Four hours in Cairo …

Coming to Cairo there is always the feeling that anything can happen at any time. Last time I was here, for example, on the first day of attempting to cook a meal for the refugees of the school I am volunteering at we attempted to blend something, and were rewarded by the blender duly exploding because of the intense heat. We never got a replacement, and cooking became significantly tougher! This year, well I haven’t started at the school yet, so who knows what could happen there, but I can say that within four hours of arriving in Cairo I ended up having a conversation at the British Council with an eight-year-old about a video game he played in which the aim is to shoot everyone dead, whilst playing Frisbee with him.

That’s right. He decided this was exciting secret information to share with me – that the particular shoot out he played was triggered by a man’s chopped-off head being presented to a couple at a restaurant. I asked what the video game was called, but he couldn’t remember.

The same boy also asked me if I knew who his favourite dancer is. ‘His surname’s Jackson,’ he told me. I thought, ‘Shit! Please don’t say his first name is Michael, and leave it to me to tell him that his favourite dancer has just died’. I decided that I’d proceed with caution and do my best not to put my foot in it – ‘What’s his first name?’ I asked. ‘Michael,’ came the reply, ‘haven’t you heard of him?’

I controlled my response: ‘Yes, I have.’

‘He’s died because there was a problem with his heart,’ the boy explained, ‘It’s very sad.’ He then told me a story about how he had been trying to find his favourite channel Extreme Sports but had ended up on a news channel where he found out the news. So this is the Information Age!

Perhaps I’d better backtrack a bit – how did I end up at the British Council within a few hours of arriving? Well, the family friends I know out there were going to a staff party – a ‘suitable for all the family’ thing. So we went down there and there were tonnes of staff (as you’d expect) but also some kids. After we all took part in the treasure hunt – which consisted of about four clues, most of which one team stole so others couldn’t read it – my family friends’ son was hanging about and I was standing nearby and someone gave us a Frisbee. ‘Aah!’ I hear you think.
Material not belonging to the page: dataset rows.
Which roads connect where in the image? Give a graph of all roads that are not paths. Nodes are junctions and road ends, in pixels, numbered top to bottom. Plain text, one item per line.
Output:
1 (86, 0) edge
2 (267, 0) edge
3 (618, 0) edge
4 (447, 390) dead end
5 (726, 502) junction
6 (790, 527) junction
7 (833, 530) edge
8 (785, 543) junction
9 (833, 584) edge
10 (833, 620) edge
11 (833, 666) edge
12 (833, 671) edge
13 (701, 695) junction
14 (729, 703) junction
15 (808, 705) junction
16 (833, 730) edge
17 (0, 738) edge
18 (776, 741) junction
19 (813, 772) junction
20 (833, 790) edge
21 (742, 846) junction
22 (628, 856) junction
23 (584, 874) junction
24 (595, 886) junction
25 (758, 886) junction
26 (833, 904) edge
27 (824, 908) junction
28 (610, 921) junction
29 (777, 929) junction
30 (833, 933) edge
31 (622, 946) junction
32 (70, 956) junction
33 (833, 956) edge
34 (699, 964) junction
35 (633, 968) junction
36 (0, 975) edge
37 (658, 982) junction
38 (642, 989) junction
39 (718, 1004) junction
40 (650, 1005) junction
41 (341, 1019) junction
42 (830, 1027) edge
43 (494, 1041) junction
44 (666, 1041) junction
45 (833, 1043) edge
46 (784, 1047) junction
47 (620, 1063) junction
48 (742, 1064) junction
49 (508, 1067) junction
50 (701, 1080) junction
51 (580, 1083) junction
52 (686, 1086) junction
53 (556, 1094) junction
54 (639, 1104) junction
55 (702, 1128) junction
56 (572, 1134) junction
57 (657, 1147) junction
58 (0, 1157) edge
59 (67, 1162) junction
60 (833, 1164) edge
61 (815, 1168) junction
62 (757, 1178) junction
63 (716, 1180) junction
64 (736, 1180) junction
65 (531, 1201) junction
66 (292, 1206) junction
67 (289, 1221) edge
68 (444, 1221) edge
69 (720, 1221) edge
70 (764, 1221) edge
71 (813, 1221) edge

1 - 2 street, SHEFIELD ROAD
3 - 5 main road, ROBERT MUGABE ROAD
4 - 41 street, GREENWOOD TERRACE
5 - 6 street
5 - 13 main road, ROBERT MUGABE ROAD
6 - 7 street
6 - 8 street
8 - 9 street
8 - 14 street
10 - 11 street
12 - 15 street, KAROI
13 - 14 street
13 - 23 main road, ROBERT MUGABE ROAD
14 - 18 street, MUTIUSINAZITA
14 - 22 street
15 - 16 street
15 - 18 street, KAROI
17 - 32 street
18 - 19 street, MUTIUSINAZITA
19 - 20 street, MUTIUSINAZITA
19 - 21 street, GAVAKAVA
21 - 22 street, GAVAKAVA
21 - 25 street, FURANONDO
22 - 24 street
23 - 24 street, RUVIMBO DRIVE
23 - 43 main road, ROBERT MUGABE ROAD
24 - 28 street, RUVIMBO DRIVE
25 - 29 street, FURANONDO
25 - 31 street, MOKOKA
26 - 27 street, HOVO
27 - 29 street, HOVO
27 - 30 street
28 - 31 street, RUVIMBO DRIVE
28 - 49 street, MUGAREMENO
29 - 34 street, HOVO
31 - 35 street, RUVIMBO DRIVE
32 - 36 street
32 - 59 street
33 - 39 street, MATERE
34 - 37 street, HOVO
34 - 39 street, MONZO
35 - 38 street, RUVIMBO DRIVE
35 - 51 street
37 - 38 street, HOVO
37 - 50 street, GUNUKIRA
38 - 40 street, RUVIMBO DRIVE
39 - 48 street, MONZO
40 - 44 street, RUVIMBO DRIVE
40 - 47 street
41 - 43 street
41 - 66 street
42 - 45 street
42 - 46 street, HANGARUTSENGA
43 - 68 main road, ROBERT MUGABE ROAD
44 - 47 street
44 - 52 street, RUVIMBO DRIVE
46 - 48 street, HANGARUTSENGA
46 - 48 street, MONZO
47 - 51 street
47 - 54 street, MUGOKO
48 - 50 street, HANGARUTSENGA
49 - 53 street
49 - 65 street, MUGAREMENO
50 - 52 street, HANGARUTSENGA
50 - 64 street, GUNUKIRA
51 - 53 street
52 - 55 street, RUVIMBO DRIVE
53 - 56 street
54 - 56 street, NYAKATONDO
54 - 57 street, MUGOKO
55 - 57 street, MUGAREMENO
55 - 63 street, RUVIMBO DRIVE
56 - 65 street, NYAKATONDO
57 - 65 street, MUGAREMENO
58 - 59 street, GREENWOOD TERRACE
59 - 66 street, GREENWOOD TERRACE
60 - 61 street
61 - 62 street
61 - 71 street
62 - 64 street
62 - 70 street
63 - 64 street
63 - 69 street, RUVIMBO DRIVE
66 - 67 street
It’s starting to come together. As for the eight-year-old boy, well he was another staff member’s kid.

I was actually quite pleased with my Frisbee-catching skills, although throwing wasn’t quite so up to scratch. I wasn’t helped by a strong intermittent wind. Another adult joined in, and we took the more ambitious throws. The young boy was still under the impression that spinning around on the spot makes your throw go much further. Ah well.

This on the day I arrive. And again, I haven’t even started back at the school yet. That’s on Monday – I anticipate further chaos and randomness!